[Saved data entries]
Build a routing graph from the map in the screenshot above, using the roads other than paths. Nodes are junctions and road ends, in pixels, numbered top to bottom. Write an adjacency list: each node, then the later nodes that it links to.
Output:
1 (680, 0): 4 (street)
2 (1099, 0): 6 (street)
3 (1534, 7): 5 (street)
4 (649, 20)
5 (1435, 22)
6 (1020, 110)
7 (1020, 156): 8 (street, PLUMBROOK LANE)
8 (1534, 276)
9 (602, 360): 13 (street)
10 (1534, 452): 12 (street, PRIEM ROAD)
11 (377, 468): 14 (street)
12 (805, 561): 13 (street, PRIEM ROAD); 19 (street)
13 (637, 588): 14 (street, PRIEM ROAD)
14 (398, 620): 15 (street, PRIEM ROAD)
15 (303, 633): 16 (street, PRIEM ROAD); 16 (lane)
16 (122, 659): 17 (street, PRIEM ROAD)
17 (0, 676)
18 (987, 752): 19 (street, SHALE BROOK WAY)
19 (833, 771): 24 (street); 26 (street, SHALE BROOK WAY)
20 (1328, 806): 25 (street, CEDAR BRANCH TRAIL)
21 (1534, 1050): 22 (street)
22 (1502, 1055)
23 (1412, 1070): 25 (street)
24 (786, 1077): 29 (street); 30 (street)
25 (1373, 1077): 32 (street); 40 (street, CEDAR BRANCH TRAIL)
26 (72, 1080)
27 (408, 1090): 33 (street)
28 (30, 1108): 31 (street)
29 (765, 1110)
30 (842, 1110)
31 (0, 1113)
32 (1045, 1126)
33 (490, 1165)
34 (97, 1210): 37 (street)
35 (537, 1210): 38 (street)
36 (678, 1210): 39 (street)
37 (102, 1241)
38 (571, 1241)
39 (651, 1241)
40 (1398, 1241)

- [WORK TASK]
All of the entries above are to be printed again exactly.

- [WRITTEN ANSWER]
Build a routing graph from the map in the screenshot above, using the roads other than paths. Nodes are junctions and road ends, in pixels, numbered top to bottom. Write an adjacency list: each node, then the later nodes that it links to.
Output:
1 (680, 0): 4 (street)
2 (1099, 0): 6 (street)
3 (1534, 7): 5 (street)
4 (649, 20)
5 (1435, 22)
6 (1020, 110)
7 (1020, 156): 8 (street, PLUMBROOK LANE)
8 (1534, 276)
9 (602, 360): 13 (street)
10 (1534, 452): 12 (street, PRIEM ROAD)
11 (377, 468): 14 (street)
12 (805, 561): 13 (street, PRIEM ROAD); 19 (street)
13 (637, 588): 14 (street, PRIEM ROAD)
14 (398, 620): 15 (street, PRIEM ROAD)
15 (303, 633): 16 (street, PRIEM ROAD); 16 (lane)
16 (122, 659): 17 (street, PRIEM ROAD)
17 (0, 676)
18 (987, 752): 19 (street, SHALE BROOK WAY)
19 (833, 771): 24 (street); 26 (street, SHALE BROOK WAY)
20 (1328, 806): 25 (street, CEDAR BRANCH TRAIL)
21 (1534, 1050): 22 (street)
22 (1502, 1055)
23 (1412, 1070): 25 (street)
24 (786, 1077): 29 (street); 30 (street)
25 (1373, 1077): 32 (street); 40 (street, CEDAR BRANCH TRAIL)
26 (72, 1080)
27 (408, 1090): 33 (street)
28 (30, 1108): 31 (street)
29 (765, 1110)
30 (842, 1110)
31 (0, 1113)
32 (1045, 1126)
33 (490, 1165)
34 (97, 1210): 37 (street)
35 (537, 1210): 38 (street)
36 (678, 1210): 39 (street)
37 (102, 1241)
38 (571, 1241)
39 (651, 1241)
40 (1398, 1241)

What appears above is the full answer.